Peritoneal accumulation of infused stroma-free hemoglobin. Potential toxicity of an oxygen-carrying substitute.

The efficacy of stroma-free hemoglobin (SFH) as an oxygen-carrying red blood cell substitute in shock and trauma remains inconclusive. A major problem is the retention of sufficient intravascular persistence. The sites and mechanisms for clearance of SFH or its chemically modified variants are not well characterized. Capillary leakage has been reported. Any significant leak into the peritoneal cavity may be toxic, especially if bacteria are present.
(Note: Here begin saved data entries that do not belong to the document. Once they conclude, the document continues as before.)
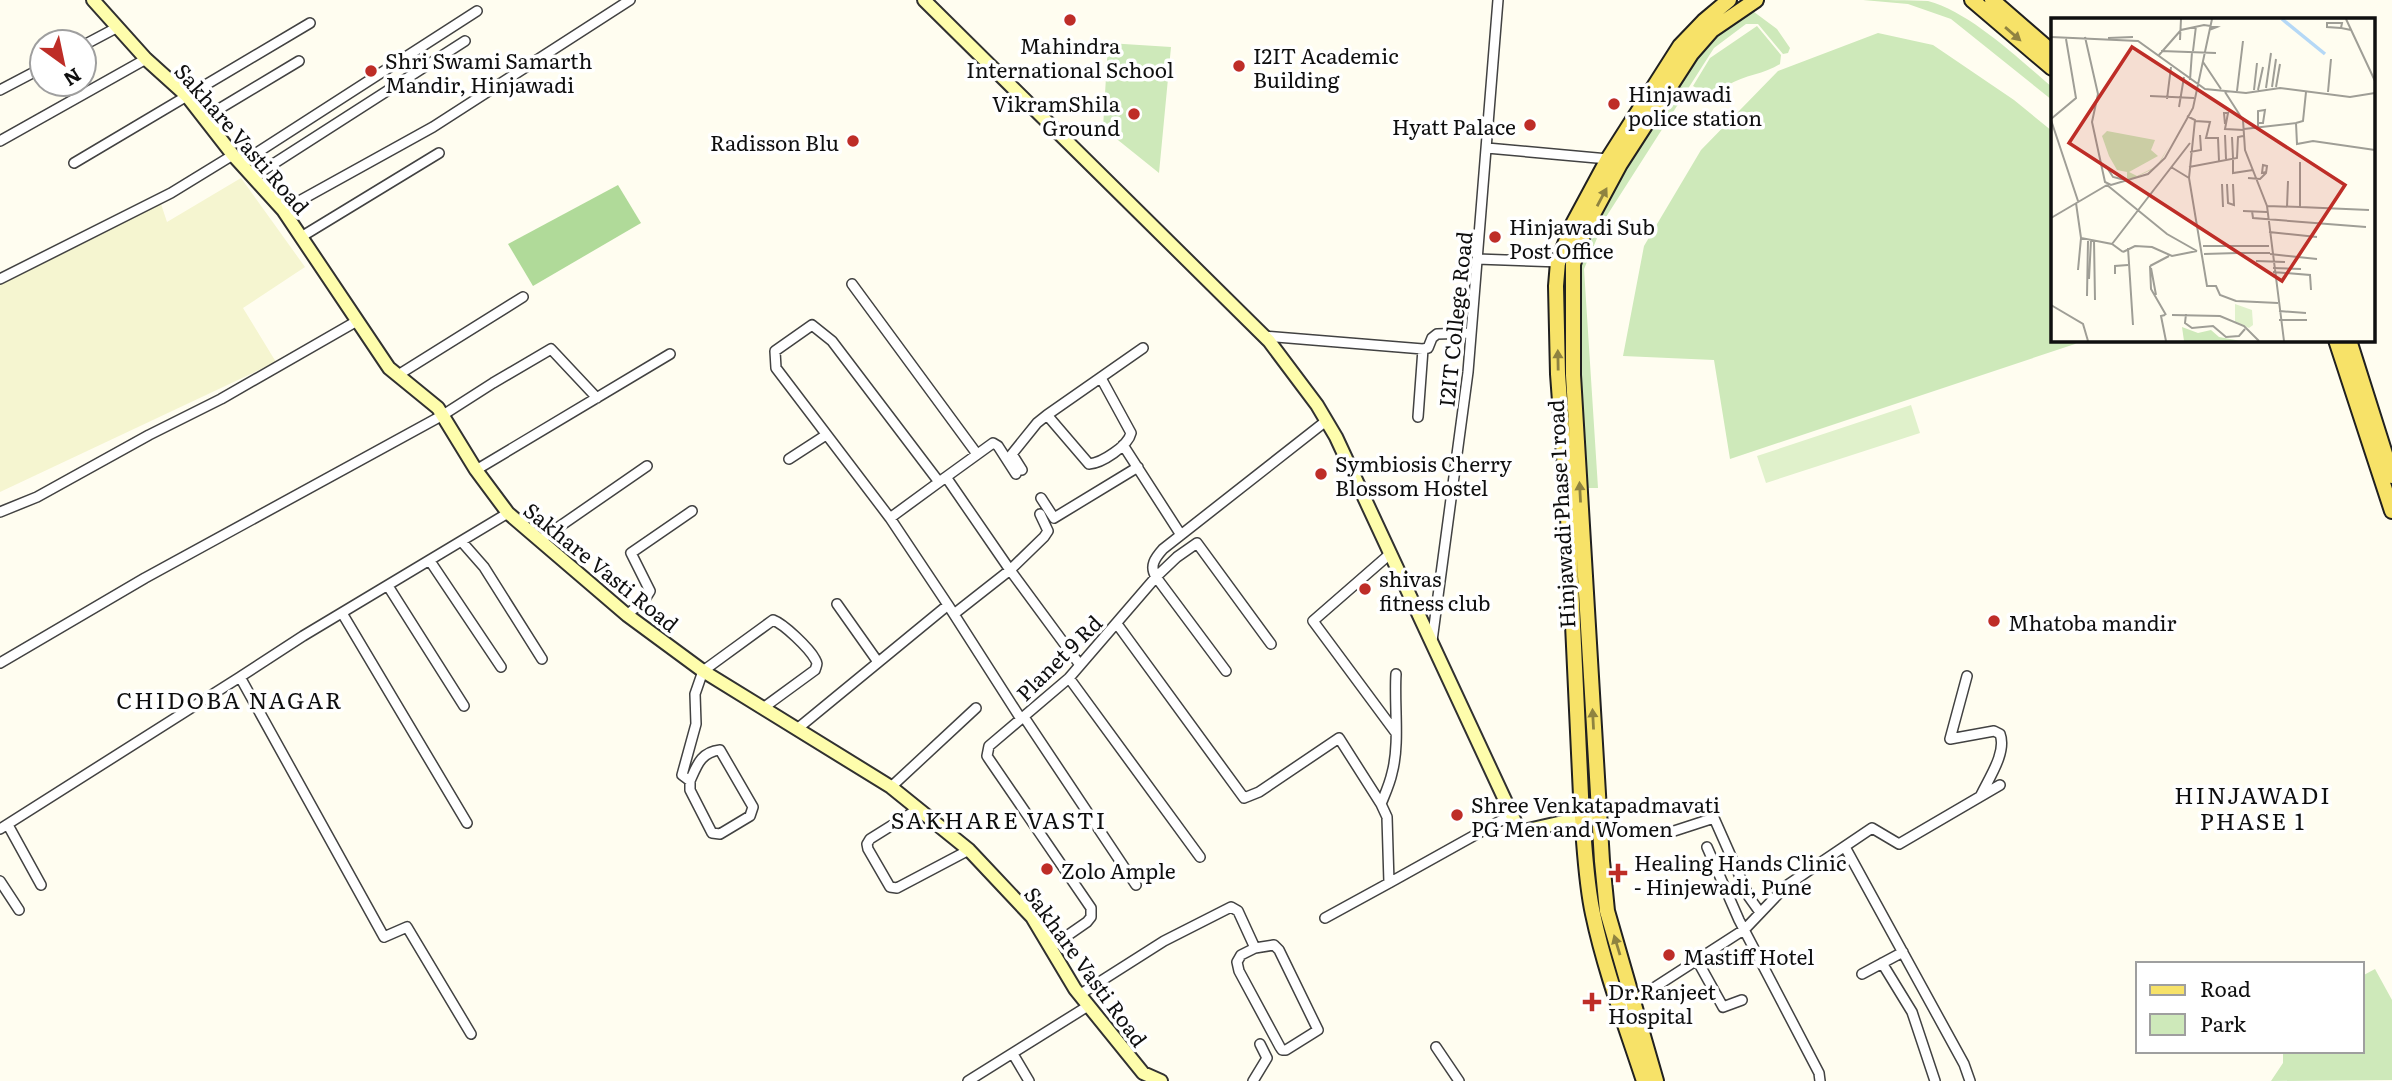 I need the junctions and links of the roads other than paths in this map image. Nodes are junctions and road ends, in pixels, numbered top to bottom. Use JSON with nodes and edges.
{"nodes":[{"id":1,"x":93,"y":0,"type":"edge"},
{"id":2,"x":630,"y":0,"type":"edge"},
{"id":3,"x":924,"y":0,"type":"edge"},
{"id":4,"x":1498,"y":0,"type":"edge"},
{"id":5,"x":1729,"y":0,"type":"edge"},
{"id":6,"x":1756,"y":0,"type":"edge"},
{"id":7,"x":1972,"y":0,"type":"edge"},
{"id":8,"x":1992,"y":0,"type":"edge"},
{"id":9,"x":477,"y":10,"type":"dead end"},
{"id":10,"x":310,"y":23,"type":"dead end"},
{"id":11,"x":118,"y":27,"type":"junction"},
{"id":12,"x":98,"y":38,"type":"edge"},
{"id":13,"x":465,"y":41,"type":"dead end"},
{"id":14,"x":2051,"y":50,"type":"edge"},
{"id":15,"x":146,"y":59,"type":"junction"},
{"id":16,"x":299,"y":61,"type":"dead end"},
{"id":17,"x":2051,"y":66,"type":"edge"},
{"id":18,"x":28,"y":75,"type":"edge"},
{"id":19,"x":0,"y":90,"type":"edge"},
{"id":20,"x":187,"y":96,"type":"junction"},
{"id":21,"x":204,"y":118,"type":"junction"},
{"id":22,"x":0,"y":141,"type":"edge"},
{"id":23,"x":1487,"y":148,"type":"junction"},
{"id":24,"x":439,"y":153,"type":"dead end"},
{"id":25,"x":237,"y":159,"type":"junction"},
{"id":26,"x":1614,"y":161,"type":"junction"},
{"id":27,"x":74,"y":163,"type":"dead end"},
{"id":28,"x":253,"y":177,"type":"junction"},
{"id":29,"x":283,"y":210,"type":"junction"},
{"id":30,"x":301,"y":237,"type":"junction"},
{"id":31,"x":1478,"y":259,"type":"junction"},
{"id":32,"x":1558,"y":262,"type":"junction"},
{"id":33,"x":1573,"y":264,"type":"junction"},
{"id":34,"x":0,"y":279,"type":"edge"},
{"id":35,"x":852,"y":284,"type":"dead end"},
{"id":36,"x":523,"y":297,"type":"dead end"},
{"id":37,"x":357,"y":321,"type":"junction"},
{"id":38,"x":1471,"y":333,"type":"junction"},
{"id":39,"x":1264,"y":336,"type":"junction"},
{"id":40,"x":2336,"y":341,"type":"edge"},
{"id":41,"x":2348,"y":341,"type":"edge"},
{"id":42,"x":1143,"y":348,"type":"dead end"},
{"id":43,"x":1423,"y":349,"type":"junction"},
{"id":44,"x":670,"y":354,"type":"dead end"},
{"id":45,"x":398,"y":374,"type":"junction"},
{"id":46,"x":1101,"y":378,"type":"junction"},
{"id":47,"x":597,"y":398,"type":"junction"},
{"id":48,"x":443,"y":415,"type":"junction"},
{"id":49,"x":1047,"y":415,"type":"junction"},
{"id":50,"x":1418,"y":418,"type":"dead end"},
{"id":51,"x":1326,"y":421,"type":"junction"},
{"id":52,"x":826,"y":435,"type":"junction"},
{"id":53,"x":1123,"y":445,"type":"junction"},
{"id":54,"x":2376,"y":447,"type":"junction"},
{"id":55,"x":977,"y":454,"type":"junction"},
{"id":56,"x":789,"y":459,"type":"dead end"},
{"id":57,"x":647,"y":466,"type":"dead end"},
{"id":58,"x":1138,"y":467,"type":"junction"},
{"id":59,"x":476,"y":470,"type":"junction"},
{"id":60,"x":2392,"y":476,"type":"edge"},
{"id":61,"x":942,"y":480,"type":"junction"},
{"id":62,"x":1041,"y":498,"type":"dead end"},
{"id":63,"x":692,"y":511,"type":"dead end"},
{"id":64,"x":2392,"y":511,"type":"edge"},
{"id":65,"x":0,"y":512,"type":"edge"},
{"id":66,"x":508,"y":513,"type":"junction"},
{"id":67,"x":1040,"y":514,"type":"dead end"},
{"id":68,"x":890,"y":518,"type":"junction"},
{"id":69,"x":1181,"y":534,"type":"junction"},
{"id":70,"x":540,"y":540,"type":"junction"},
{"id":71,"x":462,"y":542,"type":"junction"},
{"id":72,"x":1170,"y":543,"type":"junction"},
{"id":73,"x":1391,"y":553,"type":"junction"},
{"id":74,"x":1177,"y":557,"type":"junction"},
{"id":75,"x":430,"y":561,"type":"junction"},
{"id":76,"x":1010,"y":570,"type":"junction"},
{"id":77,"x":1156,"y":577,"type":"junction"},
{"id":78,"x":388,"y":586,"type":"junction"},
{"id":79,"x":837,"y":604,"type":"dead end"},
{"id":80,"x":948,"y":605,"type":"junction"},
{"id":81,"x":342,"y":613,"type":"junction"},
{"id":82,"x":954,"y":614,"type":"junction"},
{"id":83,"x":627,"y":615,"type":"junction"},
{"id":84,"x":1117,"y":624,"type":"junction"},
{"id":85,"x":1432,"y":641,"type":"junction"},
{"id":86,"x":1271,"y":644,"type":"dead end"},
{"id":87,"x":542,"y":659,"type":"dead end"},
{"id":88,"x":878,"y":662,"type":"junction"},
{"id":89,"x":0,"y":663,"type":"edge"},
{"id":90,"x":1080,"y":665,"type":"junction"},
{"id":91,"x":501,"y":667,"type":"dead end"},
{"id":92,"x":703,"y":671,"type":"junction"},
{"id":93,"x":1226,"y":671,"type":"dead end"},
{"id":94,"x":1396,"y":674,"type":"dead end"},
{"id":95,"x":1967,"y":676,"type":"dead end"},
{"id":96,"x":240,"y":677,"type":"junction"},
{"id":97,"x":1069,"y":678,"type":"junction"},
{"id":98,"x":464,"y":706,"type":"dead end"},
{"id":99,"x":763,"y":708,"type":"junction"},
{"id":100,"x":976,"y":708,"type":"dead end"},
{"id":101,"x":1023,"y":718,"type":"junction"},
{"id":102,"x":797,"y":729,"type":"junction"},
{"id":103,"x":1396,"y":733,"type":"junction"},
{"id":104,"x":690,"y":781,"type":"junction"},
{"id":105,"x":2000,"y":785,"type":"dead end"},
{"id":106,"x":891,"y":787,"type":"junction"},
{"id":107,"x":1980,"y":796,"type":"junction"},
{"id":108,"x":1381,"y":804,"type":"junction"},
{"id":109,"x":918,"y":809,"type":"junction"},
{"id":110,"x":1598,"y":814,"type":"junction"},
{"id":111,"x":1511,"y":815,"type":"junction"},
{"id":112,"x":1582,"y":817,"type":"junction"},
{"id":113,"x":467,"y":823,"type":"dead end"},
{"id":114,"x":4,"y":827,"type":"edge"},
{"id":115,"x":1671,"y":832,"type":"dead end"},
{"id":116,"x":1707,"y":846,"type":"dead end"},
{"id":117,"x":1845,"y":847,"type":"junction"},
{"id":118,"x":969,"y":850,"type":"junction"},
{"id":119,"x":1200,"y":857,"type":"dead end"},
{"id":120,"x":0,"y":881,"type":"edge"},
{"id":121,"x":1389,"y":883,"type":"junction"},
{"id":122,"x":1136,"y":885,"type":"dead end"},
{"id":123,"x":41,"y":886,"type":"dead end"},
{"id":124,"x":19,"y":910,"type":"dead end"},
{"id":125,"x":1759,"y":911,"type":"junction"},
{"id":126,"x":1325,"y":918,"type":"dead end"},
{"id":127,"x":1745,"y":929,"type":"junction"},
{"id":128,"x":1051,"y":947,"type":"junction"},
{"id":129,"x":1255,"y":948,"type":"junction"},
{"id":130,"x":1903,"y":952,"type":"junction"},
{"id":131,"x":1697,"y":960,"type":"junction"},
{"id":132,"x":1882,"y":963,"type":"junction"},
{"id":133,"x":1862,"y":974,"type":"dead end"},
{"id":134,"x":1079,"y":995,"type":"junction"},
{"id":135,"x":1635,"y":1000,"type":"junction"},
{"id":136,"x":1742,"y":1000,"type":"dead end"},
{"id":137,"x":1088,"y":1006,"type":"junction"},
{"id":138,"x":1618,"y":1006,"type":"junction"},
{"id":139,"x":471,"y":1034,"type":"dead end"},
{"id":140,"x":1261,"y":1045,"type":"dead end"},
{"id":141,"x":1436,"y":1047,"type":"dead end"},
{"id":142,"x":1013,"y":1054,"type":"junction"},
{"id":143,"x":971,"y":1080,"type":"edge"},
{"id":144,"x":1029,"y":1081,"type":"edge"},
{"id":145,"x":1161,"y":1081,"type":"edge"},
{"id":146,"x":1253,"y":1081,"type":"edge"},
{"id":147,"x":1459,"y":1081,"type":"edge"},
{"id":148,"x":1644,"y":1081,"type":"edge"},
{"id":149,"x":1656,"y":1081,"type":"edge"},
{"id":150,"x":1820,"y":1081,"type":"edge"},
{"id":151,"x":1936,"y":1081,"type":"edge"},
{"id":152,"x":1970,"y":1081,"type":"edge"}],
"edges":[{"from":1,"to":11,"type":"street","name":"Sakhare Vasti Road"},
{"from":2,"to":29,"type":"street"},
{"from":3,"to":39,"type":"street"},
{"from":4,"to":23,"type":"street","name":"I2IT College Road"},
{"from":5,"to":26,"type":"main road","name":"Hinjawadi Phase 1 road"},
{"from":6,"to":26,"type":"main road","name":"Hinjawadi Phase 1 road"},
{"from":7,"to":17,"type":"main road","one_way":true},
{"from":8,"to":14,"type":"main road"},
{"from":9,"to":25,"type":"street"},
{"from":10,"to":20,"type":"street"},
{"from":11,"to":12,"type":"street"},
{"from":11,"to":15,"type":"street","name":"Sakhare Vasti Road"},
{"from":13,"to":28,"type":"street"},
{"from":15,"to":20,"type":"street","name":"Sakhare Vasti Road"},
{"from":15,"to":22,"type":"street"},
{"from":16,"to":21,"type":"street"},
{"from":18,"to":19,"type":"street"},
{"from":20,"to":21,"type":"street","name":"Sakhare Vasti Road"},
{"from":20,"to":27,"type":"street"},
{"from":21,"to":25,"type":"street","name":"Sakhare Vasti Road"},
{"from":23,"to":26,"type":"street"},
{"from":23,"to":31,"type":"street","name":"I2IT College Road"},
{"from":24,"to":30,"type":"street"},
{"from":25,"to":28,"type":"street","name":"Sakhare Vasti Road"},
{"from":25,"to":34,"type":"street"},
{"from":26,"to":32,"type":"main road","name":"Hinjawadi Phase 1 road"},
{"from":33,"to":26,"type":"main road","name":"Hinjawadi Phase 1 road","one_way":true},
{"from":28,"to":29,"type":"street","name":"Sakhare Vasti Road"},
{"from":29,"to":30,"type":"street","name":"Sakhare Vasti Road"},
{"from":30,"to":37,"type":"street","name":"Sakhare Vasti Road"},
{"from":31,"to":32,"type":"street"},
{"from":31,"to":38,"type":"street","name":"I2IT College Road"},
{"from":32,"to":33,"type":"street"},
{"from":112,"to":32,"type":"main road","name":"Hinjawadi Phase 1 road","one_way":true},
{"from":110,"to":33,"type":"main road","name":"Hinjawadi Phase 1 road","one_way":true},
{"from":35,"to":55,"type":"street"},
{"from":36,"to":45,"type":"street"},
{"from":37,"to":45,"type":"street","name":"Sakhare Vasti Road"},
{"from":37,"to":65,"type":"street"},
{"from":38,"to":43,"type":"street"},
{"from":38,"to":85,"type":"street","name":"I2IT College Road"},
{"from":39,"to":43,"type":"street"},
{"from":39,"to":51,"type":"street"},
{"from":40,"to":54,"type":"main road"},
{"from":41,"to":54,"type":"main road"},
{"from":42,"to":46,"type":"street"},
{"from":43,"to":50,"type":"street"},
{"from":44,"to":47,"type":"street"},
{"from":45,"to":48,"type":"street","name":"Sakhare Vasti Road"},
{"from":46,"to":49,"type":"street"},
{"from":46,"to":53,"type":"street"},
{"from":47,"to":48,"type":"street"},
{"from":47,"to":59,"type":"street"},
{"from":48,"to":59,"type":"street","name":"Sakhare Vasti Road"},
{"from":48,"to":89,"type":"street"},
{"from":49,"to":53,"type":"street"},
{"from":49,"to":55,"type":"street"},
{"from":51,"to":69,"type":"street","name":"Planet 9 Rd"},
{"from":51,"to":73,"type":"street"},
{"from":52,"to":56,"type":"street"},
{"from":52,"to":61,"type":"street"},
{"from":52,"to":68,"type":"street"},
{"from":53,"to":58,"type":"street"},
{"from":54,"to":60,"type":"main road"},
{"from":54,"to":64,"type":"main road"},
{"from":55,"to":61,"type":"street"},
{"from":57,"to":70,"type":"street"},
{"from":58,"to":62,"type":"street"},
{"from":58,"to":69,"type":"street"},
{"from":59,"to":66,"type":"street","name":"Sakhare Vasti Road"},
{"from":61,"to":68,"type":"street"},
{"from":61,"to":76,"type":"street"},
{"from":63,"to":83,"type":"street"},
{"from":66,"to":70,"type":"street","name":"Sakhare Vasti Road"},
{"from":66,"to":71,"type":"street"},
{"from":67,"to":76,"type":"street"},
{"from":68,"to":80,"type":"street"},
{"from":69,"to":72,"type":"street","name":"Planet 9 Rd"},
{"from":70,"to":83,"type":"street","name":"Sakhare Vasti Road"},
{"from":71,"to":75,"type":"street"},
{"from":71,"to":87,"type":"street"},
{"from":72,"to":74,"type":"street"},
{"from":72,"to":77,"type":"street","name":"Planet 9 Rd"},
{"from":73,"to":85,"type":"street"},
{"from":73,"to":103,"type":"street"},
{"from":74,"to":77,"type":"street"},
{"from":74,"to":86,"type":"street"},
{"from":75,"to":78,"type":"street"},
{"from":75,"to":91,"type":"street"},
{"from":76,"to":82,"type":"street"},
{"from":76,"to":90,"type":"street"},
{"from":77,"to":84,"type":"street","name":"Planet 9 Rd"},
{"from":77,"to":93,"type":"street"},
{"from":78,"to":81,"type":"street"},
{"from":78,"to":98,"type":"street"},
{"from":79,"to":88,"type":"street"},
{"from":80,"to":82,"type":"street"},
{"from":80,"to":88,"type":"street"},
{"from":81,"to":96,"type":"street"},
{"from":81,"to":113,"type":"street"},
{"from":82,"to":101,"type":"street"},
{"from":83,"to":92,"type":"street","name":"Sakhare Vasti Road"},
{"from":84,"to":90,"type":"street","name":"Planet 9 Rd"},
{"from":84,"to":108,"type":"street"},
{"from":85,"to":111,"type":"street"},
{"from":88,"to":102,"type":"street"},
{"from":90,"to":97,"type":"street","name":"Planet 9 Rd"},
{"from":92,"to":99,"type":"street","name":"Sakhare Vasti Road"},
{"from":92,"to":99,"type":"street"},
{"from":92,"to":104,"type":"street"},
{"from":94,"to":103,"type":"street"},
{"from":95,"to":107,"type":"street"},
{"from":96,"to":114,"type":"street"},
{"from":96,"to":139,"type":"street"},
{"from":97,"to":101,"type":"street","name":"Planet 9 Rd"},
{"from":97,"to":119,"type":"street"},
{"from":99,"to":102,"type":"street","name":"Sakhare Vasti Road"},
{"from":100,"to":106,"type":"street"},
{"from":101,"to":122,"type":"street"},
{"from":101,"to":128,"type":"street","name":"Planet 9 Rd"},
{"from":102,"to":106,"type":"street","name":"Sakhare Vasti Road"},
{"from":103,"to":108,"type":"street"},
{"from":104,"to":104,"type":"street"},
{"from":105,"to":107,"type":"street"},
{"from":106,"to":109,"type":"street","name":"Sakhare Vasti Road"},
{"from":107,"to":117,"type":"street"},
{"from":108,"to":121,"type":"street"},
{"from":109,"to":118,"type":"street","name":"Sakhare Vasti Road"},
{"from":109,"to":118,"type":"street"},
{"from":110,"to":112,"type":"street"},
{"from":135,"to":110,"type":"main road","name":"Hinjawadi Phase 1 road","one_way":true},
{"from":111,"to":112,"type":"street"},
{"from":111,"to":121,"type":"street"},
{"from":112,"to":138,"type":"main road","name":"Hinjawadi Phase 1 road"},
{"from":114,"to":123,"type":"street"},
{"from":115,"to":125,"type":"street"},
{"from":116,"to":127,"type":"street"},
{"from":117,"to":125,"type":"street"},
{"from":117,"to":130,"type":"street"},
{"from":118,"to":128,"type":"street","name":"Sakhare Vasti Road"},
{"from":120,"to":124,"type":"street"},
{"from":121,"to":126,"type":"street"},
{"from":125,"to":127,"type":"street"},
{"from":127,"to":131,"type":"street"},
{"from":127,"to":150,"type":"street"},
{"from":128,"to":134,"type":"street","name":"Sakhare Vasti Road"},
{"from":129,"to":129,"type":"street"},
{"from":129,"to":134,"type":"street"},
{"from":130,"to":132,"type":"street"},
{"from":130,"to":152,"type":"street"},
{"from":131,"to":135,"type":"street"},
{"from":131,"to":136,"type":"street"},
{"from":132,"to":133,"type":"street"},
{"from":132,"to":151,"type":"street"},
{"from":134,"to":137,"type":"street","name":"Sakhare Vasti Road"},
{"from":135,"to":138,"type":"street"},
{"from":135,"to":149,"type":"main road","name":"Hinjawadi Phase 1 road"},
{"from":137,"to":142,"type":"street"},
{"from":137,"to":145,"type":"street","name":"Sakhare Vasti Road"},
{"from":138,"to":148,"type":"main road","name":"Hinjawadi Phase 1 road"},
{"from":140,"to":146,"type":"street"},
{"from":141,"to":147,"type":"street"},
{"from":142,"to":143,"type":"street"},
{"from":142,"to":144,"type":"street"}]}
The present study quantitates peritoneal accumulation of SFH and chemically modified adenosine triphosphate (ATP)-SFH following a 50% exchange transfusion in rats. m-Dansyl cadaverine, an endocytotic blocking agent, was studied for its ability to alter accumulation of hemoglobin in the peritoneum. Differences in renal clearance corresponded to differences in vascular halflife of SFH (90 minutes) and ATP-SFH (210 minutes). Peritoneal leakage was not related to vascular persistence. We found that MDC significantly decreases the peritoneal accumulation of ATP-SFH but not that of SFH. We also noted that MDC neither inhibits nor alters renal clearance of either hemoglobin variant. Total peritoneal leakage is, at most, 4% of infused SFH at four hours. Molecular size and charge might be factors important in hemoglobin transport from the vasculature to the peritoneum.